> [Exercise requirements] Pull every line holding the word "dead" from the data below and copy it.

Stored data
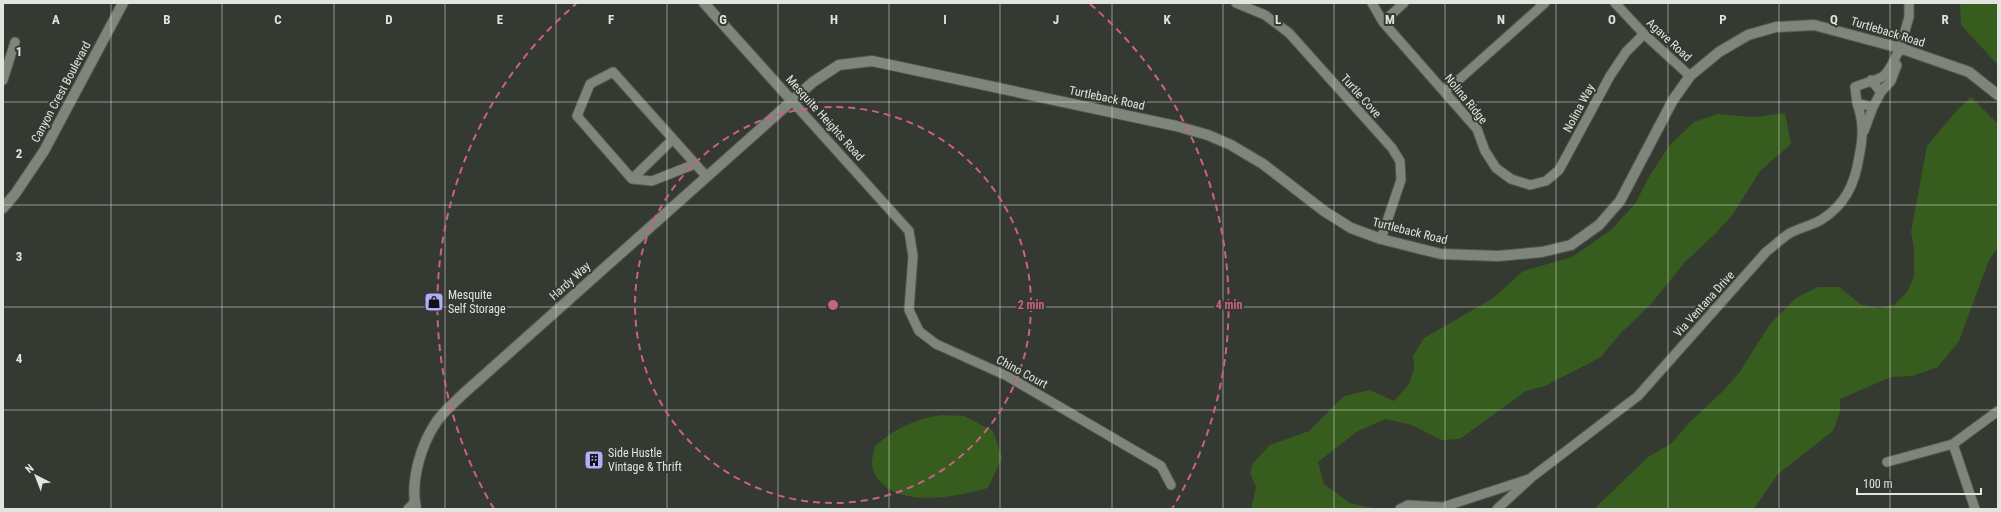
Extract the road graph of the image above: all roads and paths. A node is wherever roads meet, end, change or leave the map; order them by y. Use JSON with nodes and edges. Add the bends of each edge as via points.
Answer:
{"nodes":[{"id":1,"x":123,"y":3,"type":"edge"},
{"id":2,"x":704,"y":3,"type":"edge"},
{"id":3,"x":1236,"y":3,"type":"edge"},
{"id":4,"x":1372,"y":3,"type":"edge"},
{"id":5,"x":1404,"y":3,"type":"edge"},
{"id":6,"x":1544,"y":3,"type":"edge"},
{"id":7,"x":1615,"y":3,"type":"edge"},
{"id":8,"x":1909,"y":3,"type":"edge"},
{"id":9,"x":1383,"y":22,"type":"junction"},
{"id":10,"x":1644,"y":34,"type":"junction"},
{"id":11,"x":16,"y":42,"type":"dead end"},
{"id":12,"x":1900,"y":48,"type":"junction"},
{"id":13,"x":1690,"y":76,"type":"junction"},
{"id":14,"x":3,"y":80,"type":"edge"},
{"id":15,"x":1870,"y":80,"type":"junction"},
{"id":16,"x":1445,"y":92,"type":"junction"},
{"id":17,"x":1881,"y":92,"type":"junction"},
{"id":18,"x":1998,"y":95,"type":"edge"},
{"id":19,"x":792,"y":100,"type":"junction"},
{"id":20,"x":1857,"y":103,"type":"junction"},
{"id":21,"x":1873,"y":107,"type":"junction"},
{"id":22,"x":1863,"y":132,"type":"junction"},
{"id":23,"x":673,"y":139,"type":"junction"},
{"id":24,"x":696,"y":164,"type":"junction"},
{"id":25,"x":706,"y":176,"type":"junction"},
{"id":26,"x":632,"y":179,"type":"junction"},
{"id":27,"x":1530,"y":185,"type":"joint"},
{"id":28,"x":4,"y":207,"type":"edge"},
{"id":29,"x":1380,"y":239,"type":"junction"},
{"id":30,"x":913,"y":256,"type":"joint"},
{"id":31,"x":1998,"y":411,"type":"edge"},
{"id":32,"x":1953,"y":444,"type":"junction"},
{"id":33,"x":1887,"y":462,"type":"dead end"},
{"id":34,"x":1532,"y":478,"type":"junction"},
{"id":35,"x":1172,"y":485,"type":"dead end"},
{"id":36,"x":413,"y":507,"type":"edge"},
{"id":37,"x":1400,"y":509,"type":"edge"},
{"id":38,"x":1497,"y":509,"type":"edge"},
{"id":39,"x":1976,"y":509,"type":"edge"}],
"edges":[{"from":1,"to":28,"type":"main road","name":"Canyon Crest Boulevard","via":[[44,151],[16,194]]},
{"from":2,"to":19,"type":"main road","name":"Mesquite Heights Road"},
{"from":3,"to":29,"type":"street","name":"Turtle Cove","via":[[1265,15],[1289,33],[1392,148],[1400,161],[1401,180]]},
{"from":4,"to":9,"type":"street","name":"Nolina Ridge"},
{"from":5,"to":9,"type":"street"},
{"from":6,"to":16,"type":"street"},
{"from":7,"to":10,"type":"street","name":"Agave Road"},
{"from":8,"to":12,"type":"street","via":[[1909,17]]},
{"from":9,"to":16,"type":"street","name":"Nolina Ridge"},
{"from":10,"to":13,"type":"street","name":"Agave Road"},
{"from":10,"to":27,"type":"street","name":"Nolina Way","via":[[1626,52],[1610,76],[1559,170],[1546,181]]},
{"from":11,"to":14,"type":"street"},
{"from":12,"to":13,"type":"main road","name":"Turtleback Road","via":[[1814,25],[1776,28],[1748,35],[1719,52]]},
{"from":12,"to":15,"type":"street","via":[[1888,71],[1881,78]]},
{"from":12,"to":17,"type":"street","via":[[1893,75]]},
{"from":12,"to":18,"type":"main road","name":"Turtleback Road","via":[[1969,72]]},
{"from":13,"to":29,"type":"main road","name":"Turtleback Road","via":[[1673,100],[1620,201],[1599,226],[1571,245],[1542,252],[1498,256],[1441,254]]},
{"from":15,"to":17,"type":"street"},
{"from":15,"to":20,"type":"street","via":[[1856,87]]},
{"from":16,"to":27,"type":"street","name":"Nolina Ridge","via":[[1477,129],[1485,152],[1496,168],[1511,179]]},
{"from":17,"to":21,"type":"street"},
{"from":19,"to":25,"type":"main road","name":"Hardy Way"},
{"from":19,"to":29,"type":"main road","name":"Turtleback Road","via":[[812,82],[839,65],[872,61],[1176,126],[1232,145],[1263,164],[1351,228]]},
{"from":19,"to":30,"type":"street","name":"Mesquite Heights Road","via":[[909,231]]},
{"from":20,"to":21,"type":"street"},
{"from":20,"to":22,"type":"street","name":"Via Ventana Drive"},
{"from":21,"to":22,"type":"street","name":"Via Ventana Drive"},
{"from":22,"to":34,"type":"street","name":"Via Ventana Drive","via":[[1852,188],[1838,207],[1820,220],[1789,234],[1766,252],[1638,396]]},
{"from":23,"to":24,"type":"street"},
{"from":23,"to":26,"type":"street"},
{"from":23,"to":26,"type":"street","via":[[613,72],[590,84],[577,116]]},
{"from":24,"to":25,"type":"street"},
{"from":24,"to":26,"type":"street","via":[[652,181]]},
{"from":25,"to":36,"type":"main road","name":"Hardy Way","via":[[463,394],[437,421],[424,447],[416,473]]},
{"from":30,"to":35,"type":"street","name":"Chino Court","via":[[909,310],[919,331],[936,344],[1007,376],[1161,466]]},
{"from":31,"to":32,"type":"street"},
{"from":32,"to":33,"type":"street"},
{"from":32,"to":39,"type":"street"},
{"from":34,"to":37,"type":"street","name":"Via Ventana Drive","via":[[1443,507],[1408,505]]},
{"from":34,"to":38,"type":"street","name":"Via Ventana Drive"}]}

> [Result for this task]
{"id":11,"x":16,"y":42,"type":"dead end"},
{"id":33,"x":1887,"y":462,"type":"dead end"},
{"id":35,"x":1172,"y":485,"type":"dead end"},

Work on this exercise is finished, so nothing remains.